Syrian plane leaves Turkey after arms inspection

Welcome to Middle East Live.

Escalating tension between Syria and Turkey continues to dominate the agenda. Here’s a roundup of the latest developments:

Syria-Turkey tensions

Turkey has allowed a Syrian passenger plane to resume its course after it was grounded on suspicion of carrying weapons. On Wednesday, military jets escorted the Damascus-bound Airbus A-320, carrying about 30 passengers, into the airport in Ankara hours after Turkey’s chief of staff said his troops would respond with greater force if bombardments from Syria kept hitting Turkish territory, Turkish state-run television said. “We are determined to control weapons transfers to a regime that carries out such brutal massacres against civilians. It is unacceptable that such a transfer is made using our airspace,” Turkish foreign minister Ahmet Davutoglu said.

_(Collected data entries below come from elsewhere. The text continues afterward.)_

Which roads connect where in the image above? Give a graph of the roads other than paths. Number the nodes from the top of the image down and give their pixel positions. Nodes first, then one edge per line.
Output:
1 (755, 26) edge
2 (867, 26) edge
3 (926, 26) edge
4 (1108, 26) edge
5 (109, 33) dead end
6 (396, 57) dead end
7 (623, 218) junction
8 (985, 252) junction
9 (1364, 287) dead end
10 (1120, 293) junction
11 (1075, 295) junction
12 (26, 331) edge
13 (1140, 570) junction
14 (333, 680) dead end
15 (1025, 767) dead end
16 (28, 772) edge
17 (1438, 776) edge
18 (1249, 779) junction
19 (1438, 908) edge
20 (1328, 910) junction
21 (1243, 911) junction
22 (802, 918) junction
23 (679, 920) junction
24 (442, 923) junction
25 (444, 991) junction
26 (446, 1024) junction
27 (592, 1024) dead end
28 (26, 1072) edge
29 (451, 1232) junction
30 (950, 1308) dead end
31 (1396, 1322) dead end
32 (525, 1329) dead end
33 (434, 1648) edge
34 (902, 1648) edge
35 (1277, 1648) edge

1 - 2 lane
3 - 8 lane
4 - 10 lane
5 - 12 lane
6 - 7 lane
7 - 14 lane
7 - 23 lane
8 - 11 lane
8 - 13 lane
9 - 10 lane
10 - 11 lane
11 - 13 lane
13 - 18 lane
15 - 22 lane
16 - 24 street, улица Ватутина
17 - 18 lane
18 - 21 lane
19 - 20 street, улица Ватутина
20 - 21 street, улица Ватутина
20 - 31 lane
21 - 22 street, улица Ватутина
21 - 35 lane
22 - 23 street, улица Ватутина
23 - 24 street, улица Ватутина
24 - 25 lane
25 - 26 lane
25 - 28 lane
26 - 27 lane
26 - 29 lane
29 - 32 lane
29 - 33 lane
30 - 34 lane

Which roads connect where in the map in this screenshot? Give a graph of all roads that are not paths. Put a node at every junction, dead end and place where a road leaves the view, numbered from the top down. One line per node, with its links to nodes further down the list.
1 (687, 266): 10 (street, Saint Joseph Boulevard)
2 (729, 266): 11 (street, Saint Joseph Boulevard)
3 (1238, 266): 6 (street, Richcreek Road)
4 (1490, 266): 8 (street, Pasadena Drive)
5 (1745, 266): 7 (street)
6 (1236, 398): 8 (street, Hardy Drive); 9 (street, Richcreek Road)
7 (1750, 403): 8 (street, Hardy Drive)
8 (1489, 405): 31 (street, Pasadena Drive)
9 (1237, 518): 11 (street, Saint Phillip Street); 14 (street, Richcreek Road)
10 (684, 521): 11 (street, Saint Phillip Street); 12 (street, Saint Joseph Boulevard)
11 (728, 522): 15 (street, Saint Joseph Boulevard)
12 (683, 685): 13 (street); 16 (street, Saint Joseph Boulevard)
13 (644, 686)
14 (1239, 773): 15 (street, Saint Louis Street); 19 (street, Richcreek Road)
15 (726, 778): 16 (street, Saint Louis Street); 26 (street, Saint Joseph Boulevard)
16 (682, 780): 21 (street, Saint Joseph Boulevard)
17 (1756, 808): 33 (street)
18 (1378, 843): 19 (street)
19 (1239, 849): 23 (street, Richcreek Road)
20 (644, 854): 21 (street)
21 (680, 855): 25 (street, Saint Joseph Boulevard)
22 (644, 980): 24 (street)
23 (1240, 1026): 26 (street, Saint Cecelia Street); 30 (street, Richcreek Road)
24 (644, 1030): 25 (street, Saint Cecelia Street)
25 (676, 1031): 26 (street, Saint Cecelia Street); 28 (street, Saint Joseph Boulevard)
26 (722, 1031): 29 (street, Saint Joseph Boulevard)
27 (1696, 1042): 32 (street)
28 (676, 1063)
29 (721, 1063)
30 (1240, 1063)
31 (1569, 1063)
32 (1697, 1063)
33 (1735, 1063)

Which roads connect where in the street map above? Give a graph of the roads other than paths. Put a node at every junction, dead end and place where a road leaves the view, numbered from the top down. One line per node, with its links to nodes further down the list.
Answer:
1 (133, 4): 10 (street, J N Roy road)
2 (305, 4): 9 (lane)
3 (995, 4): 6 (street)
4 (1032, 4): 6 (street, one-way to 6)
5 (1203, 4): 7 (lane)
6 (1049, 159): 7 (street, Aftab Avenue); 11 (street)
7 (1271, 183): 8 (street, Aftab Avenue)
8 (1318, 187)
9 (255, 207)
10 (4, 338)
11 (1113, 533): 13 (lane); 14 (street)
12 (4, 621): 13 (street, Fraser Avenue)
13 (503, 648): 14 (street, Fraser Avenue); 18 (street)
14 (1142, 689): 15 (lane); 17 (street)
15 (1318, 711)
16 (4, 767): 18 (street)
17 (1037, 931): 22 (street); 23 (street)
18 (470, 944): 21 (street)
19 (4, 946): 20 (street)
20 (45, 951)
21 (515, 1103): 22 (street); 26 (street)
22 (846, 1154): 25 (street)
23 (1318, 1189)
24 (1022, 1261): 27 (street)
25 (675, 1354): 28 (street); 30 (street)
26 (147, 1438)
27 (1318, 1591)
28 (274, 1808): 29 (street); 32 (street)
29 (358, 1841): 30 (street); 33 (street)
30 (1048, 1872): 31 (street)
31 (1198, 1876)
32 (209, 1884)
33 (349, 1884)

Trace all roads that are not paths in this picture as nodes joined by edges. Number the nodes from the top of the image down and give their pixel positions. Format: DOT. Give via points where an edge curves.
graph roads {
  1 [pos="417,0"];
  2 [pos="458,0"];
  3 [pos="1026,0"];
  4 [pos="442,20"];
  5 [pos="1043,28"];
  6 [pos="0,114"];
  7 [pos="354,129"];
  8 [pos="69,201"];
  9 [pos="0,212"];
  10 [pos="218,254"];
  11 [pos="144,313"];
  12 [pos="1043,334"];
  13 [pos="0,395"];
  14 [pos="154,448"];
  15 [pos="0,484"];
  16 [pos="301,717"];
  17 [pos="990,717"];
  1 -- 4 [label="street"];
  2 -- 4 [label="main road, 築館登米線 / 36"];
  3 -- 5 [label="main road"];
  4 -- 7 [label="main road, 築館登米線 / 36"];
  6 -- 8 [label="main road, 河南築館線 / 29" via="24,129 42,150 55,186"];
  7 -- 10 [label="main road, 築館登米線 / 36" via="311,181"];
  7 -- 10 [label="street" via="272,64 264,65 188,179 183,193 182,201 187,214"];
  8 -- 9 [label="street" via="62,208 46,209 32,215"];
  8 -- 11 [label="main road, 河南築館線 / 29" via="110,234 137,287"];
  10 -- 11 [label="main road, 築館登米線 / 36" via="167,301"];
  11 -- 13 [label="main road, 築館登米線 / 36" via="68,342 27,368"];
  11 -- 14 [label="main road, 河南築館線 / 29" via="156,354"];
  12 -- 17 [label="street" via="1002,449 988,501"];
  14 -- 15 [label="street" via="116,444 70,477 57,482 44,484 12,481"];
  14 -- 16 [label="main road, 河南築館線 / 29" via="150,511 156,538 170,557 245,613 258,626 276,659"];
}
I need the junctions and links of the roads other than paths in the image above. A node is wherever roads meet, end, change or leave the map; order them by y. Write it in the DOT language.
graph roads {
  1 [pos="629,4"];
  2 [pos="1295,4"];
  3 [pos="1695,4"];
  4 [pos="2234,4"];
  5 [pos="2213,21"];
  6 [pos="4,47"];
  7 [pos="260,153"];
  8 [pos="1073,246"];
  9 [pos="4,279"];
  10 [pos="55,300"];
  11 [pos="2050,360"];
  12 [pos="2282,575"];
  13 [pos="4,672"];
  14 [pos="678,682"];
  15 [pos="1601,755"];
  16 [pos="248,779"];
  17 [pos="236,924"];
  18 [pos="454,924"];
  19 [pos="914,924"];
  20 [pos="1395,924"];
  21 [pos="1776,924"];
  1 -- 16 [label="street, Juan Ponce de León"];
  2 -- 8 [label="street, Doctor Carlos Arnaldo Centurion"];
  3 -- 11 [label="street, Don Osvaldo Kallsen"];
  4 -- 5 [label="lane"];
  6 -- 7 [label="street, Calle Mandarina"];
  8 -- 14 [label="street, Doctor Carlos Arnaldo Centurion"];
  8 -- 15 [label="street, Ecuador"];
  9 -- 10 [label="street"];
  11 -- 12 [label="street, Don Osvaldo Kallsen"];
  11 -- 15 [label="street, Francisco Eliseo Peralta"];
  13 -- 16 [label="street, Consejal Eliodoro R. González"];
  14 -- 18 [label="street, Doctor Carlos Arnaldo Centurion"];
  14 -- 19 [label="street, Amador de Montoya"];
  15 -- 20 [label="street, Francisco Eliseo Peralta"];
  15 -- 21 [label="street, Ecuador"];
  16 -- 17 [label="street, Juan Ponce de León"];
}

No Russian weapons were on board the plane a source in a Russian arms exporting agency told Interfax, Reuters reports. “Neither weapons nor any kind of systems or parts for military equipment were on board or could have been on board,” the news agency quoted a source. 

Syria

The foreign supply of weapons to the Free Syrian Army is drying up because of regional anxiety about arms proliferation, US nervousness about funding jihadis ahead of the US presidential election, and divisions between the rebels’ main backers Qatar and Saudi Arabia, Martin Chulov and Ian Black report. One well placed source said: “The Qataris are much more proactive than the Saudis. The Saudis are not interested in democracy, they just want to be rid of Bashar. They would be happy with a Yemeni solution that gets rid of the president and leaves the regime intact.” Mustafa Alani of the Saudi-financed Gulf Research Centre in Abu Dhabi, added: “The Saudis fear that there will be blowback from Syria like there was from Iraq and Afghanistan. They don’t want chaos. They want the Syrian military to take over. The whole region wants that, including the Israelis. Everyone wants an organised structure of army officers who will keep weapons under control and make sure that they are handed in.”

Ian Black profiles Prince Bandar bin Sultan, who has taken over the Syria “file” after rumours of inefficiency at the Saudi Arabia intelligence agency.

Bandar’s reputation as an inveterate networker and hawk have fuelled anticipation about how he will handle the bloodiest crisis of the Arab spring … He is famously hostile to Iran, the Saudi kingdom’s great rival, and is said to advocate links with Israel, seeing it as a lesser threat than the Islamic republic.

The joint UN-Arab League envoy to Syria, Lakhdar Brahimi, has arrived in Jeddah, Saudi Arabia, on the first stop of his second regional tour, AFP reports. His spokesman said Brahimi will hold wide-ranging talks on the crisis in Syria. He is expected to visit Damascus as part of the tour.

Britain has sent military personnel to Jordan, according to the Times after it confirmed it had sent troops to the Jordan-Syrian border to as part of a taskforce aimed at stopping the Syrian conflict spreading south. A foreign office spokesman told the Times: “We are working with international partners and countries neighbouring Syria to improve border controls to reduce the risk of weapons proliferating to third parties. We have made clear to Assad, directly and through other parties, that any use or proliferation of CBW [chemical and biological weapons] would be completely unacceptable.”

Two British nationals arrested by counter-terrorism police at Heathrow on Tuesday night are being questioned in connection with the abduction and attempted murder of a Sunday Times photographer in Syria during the summer. Scotland Yard confirmed that one line of police inquiry was a possible connection with the capture and detention of a war photographer, John Cantlie, in August.

Libya

Two former heads of US diplomatic security in Libya have told a congressional hearing that requests for additional agents to protect diplomats from the growing threat of armed militias were rejected by the state department ahead of the killing of ambassador Chris Stevens and three others in Benghazi. Republicans painted a picture of an incompetent state department failing to heed warnings of a growing terrorist threat or to prepare for a possible attack on the anniversary of 9/11, and then covering up the circumstances of the full scale militia assault that killed Stevens. 

Egypt

The authority of Egypt’s president will be curbed by parliament, according to a partial draft of the new constitution released on Wednesday, the Egypt Independent reports. Kamal Gibril, head of the political systems committee, said the committee felt that a mixed system that divides power between the president and a prime minister who represents the parliamentary majority is best suited to Egypt. 

• A court has acquitted all 25 former senior Egyptian officials accused of sending men on horseback and camels to attack protesters during the uprising that toppled Hosni Mubarak, Ahram Online reports. Infamous lawyer Mortada Mansour, who allegedly recorded a speech the night before the battle inciting thugs to attack Tahrir Square, was among the accused. Blogger Zeinobia expresses her disgust at the verdict:  “I can not believe it !! I am so angry. Who killed those protesters ??”